Breathcare is a limited liability company and, such as, is not subject to federal income tax, instead any income would be taxable to Breathcare’s sole owner. Moreover, as of June 30, 2014, Breathcare was inactive and generated no revenue.

 

F-16
 

 

DEHAIER MEDICAL SYSTEMS LIMITED AND AFFILIATE

 

NOTES TO THE UNAUDITED CONDENSED CONSOLIDATED INTERIM FINANCIAL
STATEMENTS

 

15.CONCENTRATIONS

 

Major Customers

 

For the six months ended June 30, 2014, five customers each accounted for more than 10% of the Company’s total revenues.
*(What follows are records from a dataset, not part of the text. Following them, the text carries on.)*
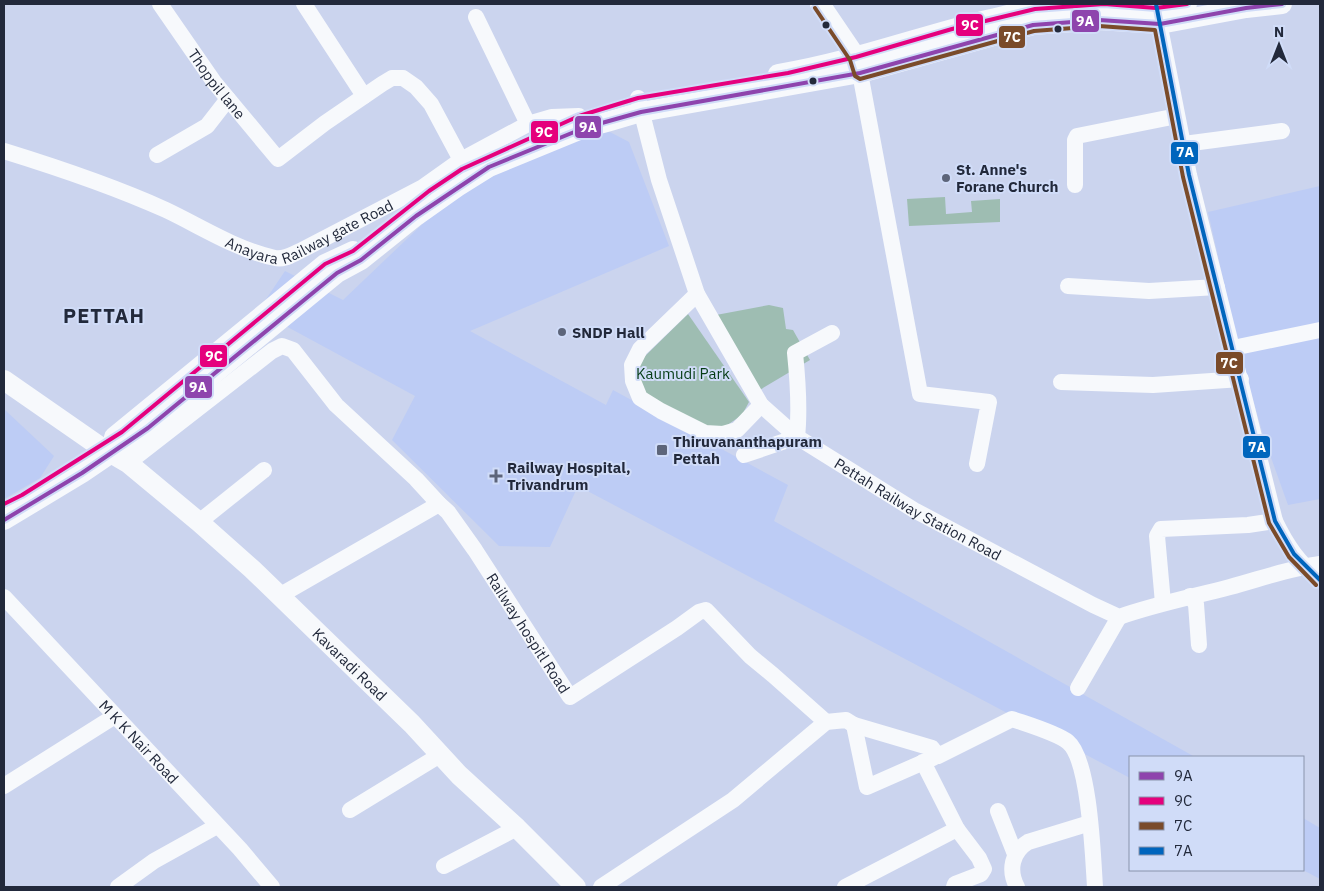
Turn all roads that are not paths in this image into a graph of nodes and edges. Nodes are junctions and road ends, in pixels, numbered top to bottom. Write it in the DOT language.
graph roads {
  1 [pos="160,4"];
  2 [pos="304,4"];
  3 [pos="820,4"];
  4 [pos="1186,4"];
  5 [pos="1282,4"];
  6 [pos="1032,7"];
  7 [pos="1157,12"];
  8 [pos="476,17"];
  9 [pos="858,65"];
  10 [pos="364,96"];
  11 [pos="228,99"];
  12 [pos="639,105"];
  13 [pos="579,116"];
  14 [pos="1177,116"];
  15 [pos="528,124"];
  16 [pos="1282,131"];
  17 [pos="1184,144"];
  18 [pos="4,151"];
  19 [pos="157,155"];
  20 [pos="462,160"];
  21 [pos="1075,185"];
  22 [pos="331,268"];
  23 [pos="1068,286"];
  24 [pos="1218,288"];
  25 [pos="696,294"];
  26 [pos="268,319"];
  27 [pos="1320,330"];
  28 [pos="832,334"];
  29 [pos="1233,348"];
  30 [pos="1241,378"];
  31 [pos="4,380"];
  32 [pos="1060,382"];
  33 [pos="761,405"];
  34 [pos="797,438"];
  35 [pos="102,448"];
  36 [pos="744,455"];
  37 [pos="128,464"];
  38 [pos="977,464"];
  39 [pos="264,470"];
  40 [pos="4,504"];
  41 [pos="439,504"];
  42 [pos="4,520"];
  43 [pos="1276,521"];
  44 [pos="199,522"];
  45 [pos="1320,564"];
  46 [pos="1303,566"];
  47 [pos="1320,580"];
  48 [pos="279,596"];
  49 [pos="1190,596"];
  50 [pos="4,597"];
  51 [pos="1163,602"];
  52 [pos="1118,617"];
  53 [pos="1198,645"];
  54 [pos="1078,688"];
  55 [pos="115,716"];
  56 [pos="826,722"];
  57 [pos="854,725"];
  58 [pos="440,755"];
  59 [pos="930,759"];
  60 [pos="4,786"];
  61 [pos="350,810"];
  62 [pos="998,810"];
  63 [pos="1090,823"];
  64 [pos="217,826"];
  65 [pos="517,828"];
  66 [pos="957,829"];
  67 [pos="1015,854"];
  68 [pos="444,866"];
  69 [pos="118,887"];
  70 [pos="272,887"];
  71 [pos="576,887"];
  72 [pos="601,887"];
  73 [pos="845,887"];
  74 [pos="954,887"];
  75 [pos="1017,887"];
  76 [pos="1095,887"];
  1 -- 11 [label="street, Thoppil lane"];
  2 -- 10 [label="street"];
  3 -- 9 [label="main road"];
  4 -- 7 [label="main road"];
  5 -- 7 [label="main road"];
  6 -- 7 [label="main road"];
  6 -- 9 [label="main road"];
  7 -- 9 [label="main road"];
  7 -- 14 [label="street"];
  8 -- 15 [label="street"];
  9 -- 12 [label="main road"];
  9 -- 38 [label="street"];
  10 -- 11 [label="street, Thoppil lane"];
  10 -- 20 [label="street"];
  11 -- 19 [label="street"];
  12 -- 13 [label="main road"];
  12 -- 22 [label="main road"];
  12 -- 25 [label="street, Pettah Railway Station Road"];
  13 -- 15 [label="street, Anayara Railway gate Road"];
  13 -- 22 [label="main road"];
  14 -- 17 [label="street"];
  14 -- 21 [label="street"];
  15 -- 20 [label="street, Anayara Railway gate Road"];
  16 -- 17 [label="street"];
  17 -- 24 [label="street"];
  18 -- 20 [label="street, Anayara Railway gate Road"];
  22 -- 26 [label="main road"];
  23 -- 24 [label="street"];
  24 -- 29 [label="street"];
  25 -- 33 [label="street, Pettah Railway Station Road"];
  25 -- 33 [label="street"];
  26 -- 35 [label="main road"];
  26 -- 35 [label="main road"];
  27 -- 29 [label="street"];
  28 -- 34 [label="street"];
  29 -- 30 [label="street"];
  30 -- 32 [label="street"];
  30 -- 43 [label="street"];
  31 -- 35 [label="main road, Kavaradi Road"];
  33 -- 34 [label="street, Pettah Railway Station Road"];
  34 -- 36 [label="street"];
  34 -- 52 [label="street, Pettah Railway Station Road"];
  35 -- 37 [label="main road, Kavaradi Road"];
  35 -- 40 [label="main road"];
  35 -- 42 [label="main road"];
  37 -- 41 [label="street"];
  37 -- 44 [label="main road, Kavaradi Road"];
  39 -- 44 [label="street"];
  41 -- 48 [label="street"];
  41 -- 56 [label="street, Railway hospitl Road"];
  43 -- 46 [label="street"];
  43 -- 51 [label="street"];
  44 -- 48 [label="main road, Kavaradi Road"];
  45 -- 46 [label="street"];
  46 -- 47 [label="street"];
  46 -- 49 [label="street"];
  48 -- 58 [label="main road, Kavaradi Road"];
  49 -- 51 [label="street"];
  49 -- 53 [label="street"];
  50 -- 55 [label="street, M K K Nair Road"];
  51 -- 52 [label="street"];
  52 -- 54 [label="street"];
  55 -- 60 [label="street"];
  55 -- 64 [label="street, M K K Nair Road"];
  56 -- 57 [label="street"];
  56 -- 72 [label="street"];
  57 -- 59 [label="street"];
  57 -- 59 [label="street"];
  58 -- 61 [label="street"];
  58 -- 65 [label="main road, Kavaradi Road"];
  59 -- 63 [label="street"];
  59 -- 66 [label="street"];
  62 -- 67 [label="street"];
  63 -- 67 [label="street"];
  63 -- 76 [label="street"];
  64 -- 69 [label="street"];
  64 -- 70 [label="street, M K K Nair Road"];
  65 -- 68 [label="street"];
  65 -- 71 [label="main road, Kavaradi Road"];
  66 -- 73 [label="street"];
  66 -- 74 [label="street"];
  67 -- 75 [label="street"];
}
For the six months ended June 30, 2013, three customers each accounted for more than 10% of the Company’s total revenues.

 

At June 30, 2014, receivables from one customer were approximately 10% of accounts receivable at June 30, 2014. At December 31, 2013, no customer represented more than 10% of amounts receivable at December 31, 2013.

 

Major Suppliers

 

For the six months ended June 30, 2014, four suppliers each accounted for more than 10% of the Company’s total purchase. For the six months ended June 30, 2013, four suppliers each accounted for more than 10% of the Company’s total purchase.

 

As of June 30, 2014 and December 31, 2013, two suppliers accounted more than 10% of the Company’s accounts payable balances.

 

Revenues

 

For the six months ended June 30, 2014 and 2013, the Company’s top three selling products accounted, in the aggregate, for approximately 83% and 65%, respectively, of its total net revenues.

 

The following represents the revenues by product line, all derived from China:

 

   For the six months ended 
   June 30, 
   2014   2013 
Products Line  US$   US$ 
         
Medical Devices   6,257,359    7,138,474 
Respiratory and Oxygen Homecare   19,901    1,186,908 
    6,277,260    8,325,382 

 

15.SUBSEQUENT EVENTS

 

On January 11, 2014, the Chief Executive Office, directors and officers, employees of the Company exercised their stock options to purchased 68,000 shares of the Company’s common stock for $98,600. The transaction was completed on September 29, 2014, when the proceeds were received.

 

On August 20, 2014, the Company granted 100,000 common shares to Mr. Ping Chen (the “Common Share Grant”) and options to purchase 131,000 common shares (the “Option Grant”). The Common Share Grant shall be immediately vested upon grant. The Option Grant shall vest over a period of five years, with options to purchase 26,200 common shares vesting each year, commencing on August 20, 2015. The exercise price of the Option Grant shall be $5.31 per share, and such options may be exercised on a cash or cashless basis.